§ Task requirements
Word for word, restate each of the entries below, and drop every picture.

*** Block opens ***

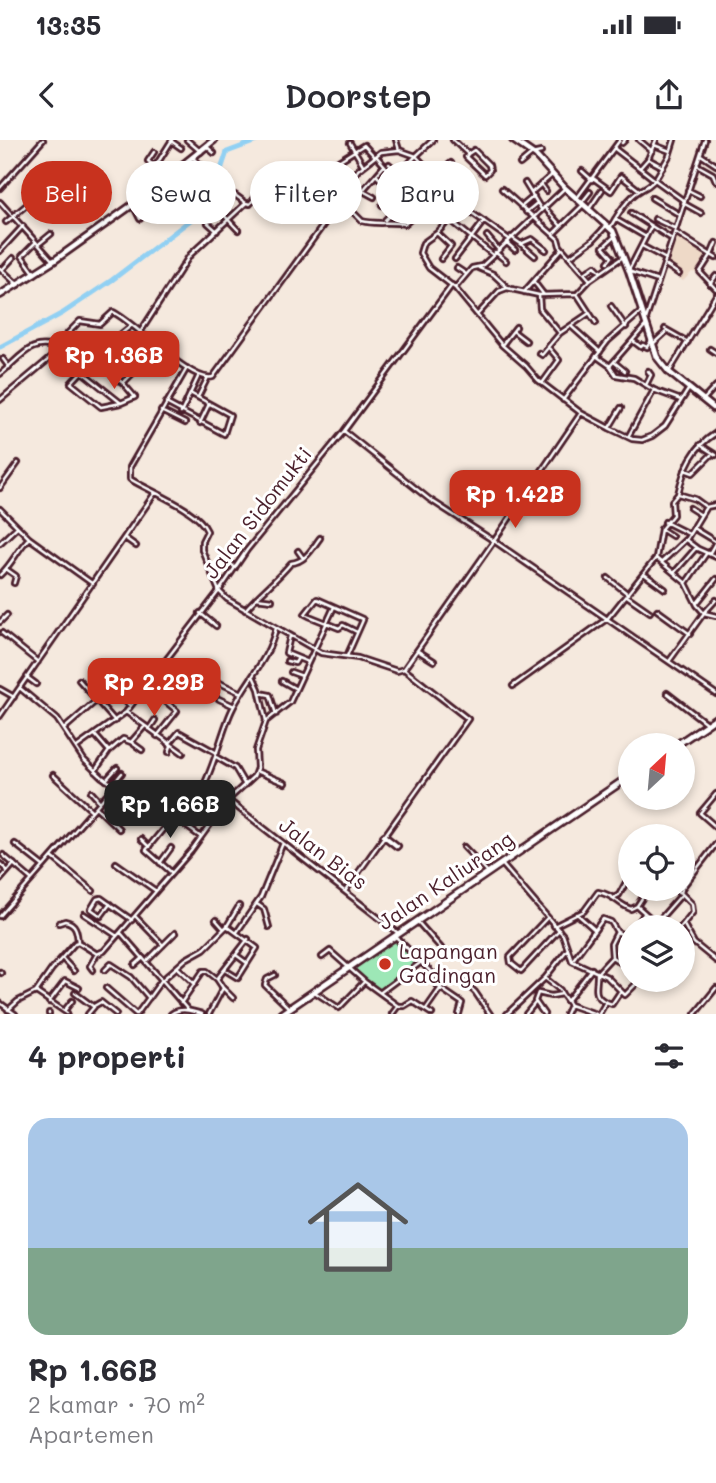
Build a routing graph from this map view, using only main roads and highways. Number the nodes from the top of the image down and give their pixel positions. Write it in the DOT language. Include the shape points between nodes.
graph roads {
  1 [pos="214,140"];
  2 [pos="513,140"];
  3 [pos="0,294"];
  4 [pos="716,410"];
  5 [pos="716,719"];
  6 [pos="694,733"];
  7 [pos="618,784"];
  8 [pos="286,1012"];
  1 -- 3 [label="main road" via="136,202"];
  2 -- 4 [label="main road" via="616,236 659,361"];
  5 -- 6 [label="main road"];
  7 -- 8 [label="main road, Jalan Kaliurang"];
}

*** Block closes ***

§ Output below
Build a routing graph from this map view, using only main roads and highways. Number the nodes from the top of the image down and give their pixel positions. Write it in the DOT language. Include the shape points between nodes.
graph roads {
  1 [pos="214,140"];
  2 [pos="513,140"];
  3 [pos="0,294"];
  4 [pos="716,410"];
  5 [pos="716,719"];
  6 [pos="694,733"];
  7 [pos="618,784"];
  8 [pos="286,1012"];
  1 -- 3 [label="main road" via="136,202"];
  2 -- 4 [label="main road" via="616,236 659,361"];
  5 -- 6 [label="main road"];
  7 -- 8 [label="main road, Jalan Kaliurang"];
}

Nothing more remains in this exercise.